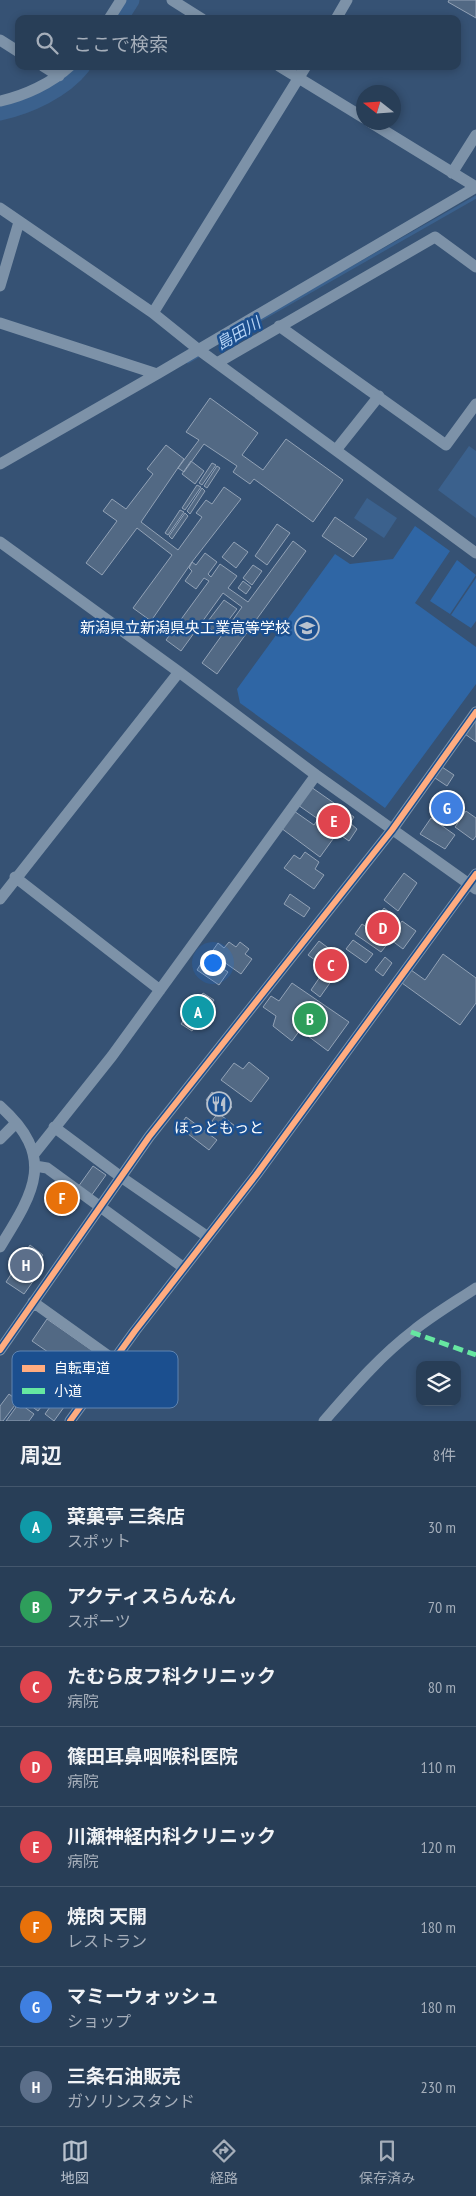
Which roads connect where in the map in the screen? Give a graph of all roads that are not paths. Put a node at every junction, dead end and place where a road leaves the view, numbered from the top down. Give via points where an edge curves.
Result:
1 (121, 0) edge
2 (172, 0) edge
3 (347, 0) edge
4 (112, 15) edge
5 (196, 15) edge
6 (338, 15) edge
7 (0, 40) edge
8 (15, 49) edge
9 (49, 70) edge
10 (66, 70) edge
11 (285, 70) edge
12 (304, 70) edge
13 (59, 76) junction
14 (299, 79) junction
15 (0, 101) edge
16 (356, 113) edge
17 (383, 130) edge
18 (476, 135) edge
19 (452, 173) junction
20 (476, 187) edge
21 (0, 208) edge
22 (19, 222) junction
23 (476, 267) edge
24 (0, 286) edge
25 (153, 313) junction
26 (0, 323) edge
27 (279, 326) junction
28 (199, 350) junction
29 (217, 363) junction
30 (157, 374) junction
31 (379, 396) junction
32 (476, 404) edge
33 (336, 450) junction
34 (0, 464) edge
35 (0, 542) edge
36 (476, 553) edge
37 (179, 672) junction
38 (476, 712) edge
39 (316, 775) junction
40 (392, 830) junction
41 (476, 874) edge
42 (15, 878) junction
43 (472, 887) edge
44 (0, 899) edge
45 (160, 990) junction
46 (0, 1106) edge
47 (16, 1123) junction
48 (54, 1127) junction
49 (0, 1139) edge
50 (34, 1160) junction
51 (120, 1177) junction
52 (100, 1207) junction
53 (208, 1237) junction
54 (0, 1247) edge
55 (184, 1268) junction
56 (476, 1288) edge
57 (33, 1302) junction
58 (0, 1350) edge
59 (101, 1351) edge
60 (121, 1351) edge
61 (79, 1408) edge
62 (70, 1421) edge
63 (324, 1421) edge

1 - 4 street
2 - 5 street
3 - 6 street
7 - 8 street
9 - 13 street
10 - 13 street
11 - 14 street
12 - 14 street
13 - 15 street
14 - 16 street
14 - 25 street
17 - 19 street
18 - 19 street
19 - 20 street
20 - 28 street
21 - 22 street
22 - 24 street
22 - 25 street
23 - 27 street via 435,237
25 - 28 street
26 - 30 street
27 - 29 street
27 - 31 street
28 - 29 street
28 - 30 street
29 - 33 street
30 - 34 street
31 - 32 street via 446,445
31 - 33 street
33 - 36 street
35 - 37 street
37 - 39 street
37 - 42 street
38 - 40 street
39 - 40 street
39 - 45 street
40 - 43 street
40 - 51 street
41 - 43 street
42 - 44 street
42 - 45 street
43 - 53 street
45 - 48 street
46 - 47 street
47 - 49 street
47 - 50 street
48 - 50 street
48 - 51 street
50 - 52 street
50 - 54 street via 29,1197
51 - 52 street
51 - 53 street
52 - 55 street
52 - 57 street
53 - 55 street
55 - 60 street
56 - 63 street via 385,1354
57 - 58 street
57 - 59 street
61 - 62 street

● **TASK DESCRIPTION**:
Write out the data above exactly as it appears, but without any image.

● **TASK OUTPUT**:
Which roads connect where in the map in the screen? Give a graph of all roads that are not paths. Put a node at every junction, dead end and place where a road leaves the view, numbered from the top down. Give via points where an edge curves.
Result:
1 (121, 0) edge
2 (172, 0) edge
3 (347, 0) edge
4 (112, 15) edge
5 (196, 15) edge
6 (338, 15) edge
7 (0, 40) edge
8 (15, 49) edge
9 (49, 70) edge
10 (66, 70) edge
11 (285, 70) edge
12 (304, 70) edge
13 (59, 76) junction
14 (299, 79) junction
15 (0, 101) edge
16 (356, 113) edge
17 (383, 130) edge
18 (476, 135) edge
19 (452, 173) junction
20 (476, 187) edge
21 (0, 208) edge
22 (19, 222) junction
23 (476, 267) edge
24 (0, 286) edge
25 (153, 313) junction
26 (0, 323) edge
27 (279, 326) junction
28 (199, 350) junction
29 (217, 363) junction
30 (157, 374) junction
31 (379, 396) junction
32 (476, 404) edge
33 (336, 450) junction
34 (0, 464) edge
35 (0, 542) edge
36 (476, 553) edge
37 (179, 672) junction
38 (476, 712) edge
39 (316, 775) junction
40 (392, 830) junction
41 (476, 874) edge
42 (15, 878) junction
43 (472, 887) edge
44 (0, 899) edge
45 (160, 990) junction
46 (0, 1106) edge
47 (16, 1123) junction
48 (54, 1127) junction
49 (0, 1139) edge
50 (34, 1160) junction
51 (120, 1177) junction
52 (100, 1207) junction
53 (208, 1237) junction
54 (0, 1247) edge
55 (184, 1268) junction
56 (476, 1288) edge
57 (33, 1302) junction
58 (0, 1350) edge
59 (101, 1351) edge
60 (121, 1351) edge
61 (79, 1408) edge
62 (70, 1421) edge
63 (324, 1421) edge

1 - 4 street
2 - 5 street
3 - 6 street
7 - 8 street
9 - 13 street
10 - 13 street
11 - 14 street
12 - 14 street
13 - 15 street
14 - 16 street
14 - 25 street
17 - 19 street
18 - 19 street
19 - 20 street
20 - 28 street
21 - 22 street
22 - 24 street
22 - 25 street
23 - 27 street via 435,237
25 - 28 street
26 - 30 street
27 - 29 street
27 - 31 street
28 - 29 street
28 - 30 street
29 - 33 street
30 - 34 street
31 - 32 street via 446,445
31 - 33 street
33 - 36 street
35 - 37 street
37 - 39 street
37 - 42 street
38 - 40 street
39 - 40 street
39 - 45 street
40 - 43 street
40 - 51 street
41 - 43 street
42 - 44 street
42 - 45 street
43 - 53 street
45 - 48 street
46 - 47 street
47 - 49 street
47 - 50 street
48 - 50 street
48 - 51 street
50 - 52 street
50 - 54 street via 29,1197
51 - 52 street
51 - 53 street
52 - 55 street
52 - 57 street
53 - 55 street
55 - 60 street
56 - 63 street via 385,1354
57 - 58 street
57 - 59 street
61 - 62 street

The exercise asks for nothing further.